Task to carry out:
Report, as a number alone, how many lines below contain the string "Park".

Data shown:
....................
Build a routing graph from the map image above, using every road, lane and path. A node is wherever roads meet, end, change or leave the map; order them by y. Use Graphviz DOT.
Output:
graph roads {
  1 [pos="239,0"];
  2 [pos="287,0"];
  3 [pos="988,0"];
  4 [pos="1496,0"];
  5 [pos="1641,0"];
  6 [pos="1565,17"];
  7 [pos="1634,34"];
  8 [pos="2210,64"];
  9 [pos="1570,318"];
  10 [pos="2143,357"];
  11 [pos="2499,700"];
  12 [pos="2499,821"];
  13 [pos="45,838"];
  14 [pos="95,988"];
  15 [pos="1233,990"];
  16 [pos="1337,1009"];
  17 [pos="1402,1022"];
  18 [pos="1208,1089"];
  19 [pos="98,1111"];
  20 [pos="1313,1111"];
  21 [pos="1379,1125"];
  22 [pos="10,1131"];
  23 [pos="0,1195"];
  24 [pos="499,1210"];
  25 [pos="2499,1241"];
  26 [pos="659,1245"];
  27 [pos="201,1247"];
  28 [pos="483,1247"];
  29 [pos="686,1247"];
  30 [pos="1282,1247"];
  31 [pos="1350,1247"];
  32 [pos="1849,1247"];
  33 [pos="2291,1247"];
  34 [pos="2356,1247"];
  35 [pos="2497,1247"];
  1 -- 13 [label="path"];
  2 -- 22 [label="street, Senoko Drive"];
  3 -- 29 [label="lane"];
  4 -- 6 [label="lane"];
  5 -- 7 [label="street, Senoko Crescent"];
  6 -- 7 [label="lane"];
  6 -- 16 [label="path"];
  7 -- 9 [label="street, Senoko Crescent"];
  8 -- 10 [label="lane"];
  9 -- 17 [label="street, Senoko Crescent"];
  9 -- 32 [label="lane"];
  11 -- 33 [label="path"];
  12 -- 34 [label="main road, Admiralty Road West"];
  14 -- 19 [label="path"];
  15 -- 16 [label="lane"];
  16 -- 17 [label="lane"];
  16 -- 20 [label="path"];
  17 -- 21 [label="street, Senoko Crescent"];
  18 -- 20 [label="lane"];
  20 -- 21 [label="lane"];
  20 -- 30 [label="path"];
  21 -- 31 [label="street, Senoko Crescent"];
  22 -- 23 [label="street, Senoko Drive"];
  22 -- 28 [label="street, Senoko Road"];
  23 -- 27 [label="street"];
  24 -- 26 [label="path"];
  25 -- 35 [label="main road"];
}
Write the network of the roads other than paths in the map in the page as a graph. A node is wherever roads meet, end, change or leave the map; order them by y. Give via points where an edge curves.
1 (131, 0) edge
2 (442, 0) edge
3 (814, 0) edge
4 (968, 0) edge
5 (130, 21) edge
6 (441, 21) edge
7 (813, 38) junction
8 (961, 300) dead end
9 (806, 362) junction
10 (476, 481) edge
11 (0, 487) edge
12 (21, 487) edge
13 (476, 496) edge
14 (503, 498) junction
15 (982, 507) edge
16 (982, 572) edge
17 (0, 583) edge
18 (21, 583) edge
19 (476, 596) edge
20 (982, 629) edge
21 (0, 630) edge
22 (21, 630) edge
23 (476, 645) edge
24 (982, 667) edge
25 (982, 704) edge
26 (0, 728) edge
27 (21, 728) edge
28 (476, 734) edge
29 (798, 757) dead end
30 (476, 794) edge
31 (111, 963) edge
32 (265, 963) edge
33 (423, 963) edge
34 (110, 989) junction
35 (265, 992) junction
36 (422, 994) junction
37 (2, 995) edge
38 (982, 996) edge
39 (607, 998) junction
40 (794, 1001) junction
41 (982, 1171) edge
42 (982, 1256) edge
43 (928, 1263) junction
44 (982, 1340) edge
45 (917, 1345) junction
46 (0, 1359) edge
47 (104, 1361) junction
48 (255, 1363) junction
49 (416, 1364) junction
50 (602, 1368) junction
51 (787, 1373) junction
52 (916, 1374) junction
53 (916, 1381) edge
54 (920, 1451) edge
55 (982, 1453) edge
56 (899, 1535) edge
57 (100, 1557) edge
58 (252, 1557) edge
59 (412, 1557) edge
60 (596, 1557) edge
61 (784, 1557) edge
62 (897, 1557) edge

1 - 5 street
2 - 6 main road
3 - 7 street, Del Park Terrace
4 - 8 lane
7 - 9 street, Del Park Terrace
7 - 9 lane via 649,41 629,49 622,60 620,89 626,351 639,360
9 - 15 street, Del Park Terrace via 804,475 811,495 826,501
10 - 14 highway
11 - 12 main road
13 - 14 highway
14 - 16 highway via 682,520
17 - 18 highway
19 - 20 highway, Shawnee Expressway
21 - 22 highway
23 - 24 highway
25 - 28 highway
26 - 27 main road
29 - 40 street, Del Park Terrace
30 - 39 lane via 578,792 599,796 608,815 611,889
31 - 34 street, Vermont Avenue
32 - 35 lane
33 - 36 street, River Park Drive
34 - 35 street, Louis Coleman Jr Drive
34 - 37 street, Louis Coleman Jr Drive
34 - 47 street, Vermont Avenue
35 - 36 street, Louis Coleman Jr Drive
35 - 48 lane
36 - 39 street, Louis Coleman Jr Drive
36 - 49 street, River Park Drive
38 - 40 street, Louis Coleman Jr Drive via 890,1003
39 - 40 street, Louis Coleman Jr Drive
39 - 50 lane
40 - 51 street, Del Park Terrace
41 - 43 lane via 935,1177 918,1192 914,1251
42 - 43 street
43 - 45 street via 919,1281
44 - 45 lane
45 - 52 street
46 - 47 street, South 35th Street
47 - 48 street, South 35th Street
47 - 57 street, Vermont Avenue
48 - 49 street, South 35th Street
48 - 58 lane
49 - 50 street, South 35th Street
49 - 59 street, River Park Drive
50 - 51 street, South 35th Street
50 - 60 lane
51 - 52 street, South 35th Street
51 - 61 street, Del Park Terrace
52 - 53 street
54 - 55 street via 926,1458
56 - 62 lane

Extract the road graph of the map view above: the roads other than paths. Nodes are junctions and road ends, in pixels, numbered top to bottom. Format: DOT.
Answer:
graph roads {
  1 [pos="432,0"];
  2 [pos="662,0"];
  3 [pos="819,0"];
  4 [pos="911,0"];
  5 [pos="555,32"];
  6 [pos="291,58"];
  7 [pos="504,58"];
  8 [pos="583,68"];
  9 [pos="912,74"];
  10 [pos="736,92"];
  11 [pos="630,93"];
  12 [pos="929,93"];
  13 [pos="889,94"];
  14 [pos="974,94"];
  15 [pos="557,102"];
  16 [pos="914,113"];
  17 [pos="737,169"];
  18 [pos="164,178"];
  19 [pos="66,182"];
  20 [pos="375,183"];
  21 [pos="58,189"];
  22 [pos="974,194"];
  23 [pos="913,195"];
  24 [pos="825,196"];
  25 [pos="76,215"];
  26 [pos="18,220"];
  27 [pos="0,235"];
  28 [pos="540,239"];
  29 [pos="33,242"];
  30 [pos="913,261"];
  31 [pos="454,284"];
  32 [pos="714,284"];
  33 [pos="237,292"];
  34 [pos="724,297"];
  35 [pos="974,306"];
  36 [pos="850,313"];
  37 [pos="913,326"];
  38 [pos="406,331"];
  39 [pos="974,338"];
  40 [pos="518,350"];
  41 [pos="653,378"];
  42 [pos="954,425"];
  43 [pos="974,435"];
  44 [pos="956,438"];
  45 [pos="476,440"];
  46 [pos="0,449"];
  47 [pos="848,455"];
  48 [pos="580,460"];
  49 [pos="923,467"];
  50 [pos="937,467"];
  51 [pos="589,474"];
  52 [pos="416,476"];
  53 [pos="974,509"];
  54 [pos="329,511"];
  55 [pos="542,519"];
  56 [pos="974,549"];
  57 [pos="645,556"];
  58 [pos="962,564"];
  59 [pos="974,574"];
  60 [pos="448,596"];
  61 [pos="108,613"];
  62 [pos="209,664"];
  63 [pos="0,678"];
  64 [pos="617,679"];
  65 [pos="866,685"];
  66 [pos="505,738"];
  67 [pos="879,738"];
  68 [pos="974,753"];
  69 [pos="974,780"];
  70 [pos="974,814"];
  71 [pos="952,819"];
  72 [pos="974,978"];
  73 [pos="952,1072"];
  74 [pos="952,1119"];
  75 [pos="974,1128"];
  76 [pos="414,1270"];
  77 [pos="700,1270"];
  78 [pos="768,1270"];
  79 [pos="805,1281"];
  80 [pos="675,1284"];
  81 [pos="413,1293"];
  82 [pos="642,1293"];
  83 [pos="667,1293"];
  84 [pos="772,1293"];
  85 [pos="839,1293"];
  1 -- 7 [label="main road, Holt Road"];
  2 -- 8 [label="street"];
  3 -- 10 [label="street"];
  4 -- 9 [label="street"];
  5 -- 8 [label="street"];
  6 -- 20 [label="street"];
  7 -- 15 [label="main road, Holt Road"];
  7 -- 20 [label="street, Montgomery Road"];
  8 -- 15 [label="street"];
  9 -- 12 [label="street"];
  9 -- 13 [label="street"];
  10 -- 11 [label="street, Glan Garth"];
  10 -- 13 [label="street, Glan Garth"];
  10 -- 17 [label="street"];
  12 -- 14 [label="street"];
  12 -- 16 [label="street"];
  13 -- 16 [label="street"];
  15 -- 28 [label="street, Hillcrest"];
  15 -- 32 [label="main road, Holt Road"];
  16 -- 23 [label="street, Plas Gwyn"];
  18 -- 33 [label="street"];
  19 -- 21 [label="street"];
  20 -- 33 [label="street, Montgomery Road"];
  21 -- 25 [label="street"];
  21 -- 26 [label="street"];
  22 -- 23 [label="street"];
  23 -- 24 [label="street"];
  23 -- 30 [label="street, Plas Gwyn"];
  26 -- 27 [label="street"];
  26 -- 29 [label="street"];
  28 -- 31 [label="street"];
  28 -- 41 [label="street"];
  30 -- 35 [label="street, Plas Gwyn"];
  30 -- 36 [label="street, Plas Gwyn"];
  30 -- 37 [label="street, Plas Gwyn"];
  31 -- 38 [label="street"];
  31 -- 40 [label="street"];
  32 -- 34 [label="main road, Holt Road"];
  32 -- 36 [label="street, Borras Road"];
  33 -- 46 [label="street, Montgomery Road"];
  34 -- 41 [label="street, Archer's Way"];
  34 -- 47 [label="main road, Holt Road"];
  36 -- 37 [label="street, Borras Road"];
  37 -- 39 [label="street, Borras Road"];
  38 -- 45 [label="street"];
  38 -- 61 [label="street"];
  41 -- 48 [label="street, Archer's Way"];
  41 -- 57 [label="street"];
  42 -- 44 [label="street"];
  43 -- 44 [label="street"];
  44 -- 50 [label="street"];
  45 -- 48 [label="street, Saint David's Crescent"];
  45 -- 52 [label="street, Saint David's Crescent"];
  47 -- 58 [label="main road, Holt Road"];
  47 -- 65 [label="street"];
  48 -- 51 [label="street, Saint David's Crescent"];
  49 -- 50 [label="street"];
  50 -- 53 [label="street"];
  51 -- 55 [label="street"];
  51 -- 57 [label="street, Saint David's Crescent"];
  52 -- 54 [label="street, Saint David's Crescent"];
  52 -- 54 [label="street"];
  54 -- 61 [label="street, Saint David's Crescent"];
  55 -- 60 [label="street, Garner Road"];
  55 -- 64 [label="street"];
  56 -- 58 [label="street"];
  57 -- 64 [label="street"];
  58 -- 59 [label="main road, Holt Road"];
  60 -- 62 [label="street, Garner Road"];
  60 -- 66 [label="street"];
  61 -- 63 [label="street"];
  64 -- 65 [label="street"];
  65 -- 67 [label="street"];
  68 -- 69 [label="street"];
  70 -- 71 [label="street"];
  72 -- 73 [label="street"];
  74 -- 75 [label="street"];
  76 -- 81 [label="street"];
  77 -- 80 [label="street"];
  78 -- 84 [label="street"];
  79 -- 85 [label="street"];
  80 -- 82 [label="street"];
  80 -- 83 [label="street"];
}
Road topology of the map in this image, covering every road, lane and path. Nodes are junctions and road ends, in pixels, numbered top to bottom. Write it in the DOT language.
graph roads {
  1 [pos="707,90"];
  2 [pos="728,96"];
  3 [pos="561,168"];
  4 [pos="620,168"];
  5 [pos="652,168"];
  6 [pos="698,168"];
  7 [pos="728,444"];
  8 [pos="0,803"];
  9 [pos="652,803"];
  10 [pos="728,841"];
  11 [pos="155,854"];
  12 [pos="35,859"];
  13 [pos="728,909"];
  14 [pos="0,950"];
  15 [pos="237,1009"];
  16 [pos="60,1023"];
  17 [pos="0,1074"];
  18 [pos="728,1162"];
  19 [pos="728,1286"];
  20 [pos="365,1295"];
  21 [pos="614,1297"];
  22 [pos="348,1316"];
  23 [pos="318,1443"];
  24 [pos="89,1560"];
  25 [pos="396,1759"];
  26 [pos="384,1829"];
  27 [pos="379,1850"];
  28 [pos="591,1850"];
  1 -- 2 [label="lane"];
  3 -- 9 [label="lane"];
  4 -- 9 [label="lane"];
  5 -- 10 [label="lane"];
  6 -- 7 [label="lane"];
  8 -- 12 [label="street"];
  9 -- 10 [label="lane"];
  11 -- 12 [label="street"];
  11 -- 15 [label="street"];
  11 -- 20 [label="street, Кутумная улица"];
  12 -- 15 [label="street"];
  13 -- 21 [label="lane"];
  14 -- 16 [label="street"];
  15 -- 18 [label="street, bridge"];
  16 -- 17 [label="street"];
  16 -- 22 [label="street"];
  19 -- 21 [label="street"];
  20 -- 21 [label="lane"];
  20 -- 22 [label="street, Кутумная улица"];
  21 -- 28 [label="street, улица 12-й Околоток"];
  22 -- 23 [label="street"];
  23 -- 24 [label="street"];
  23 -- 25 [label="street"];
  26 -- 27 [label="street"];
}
....................
Reply:
9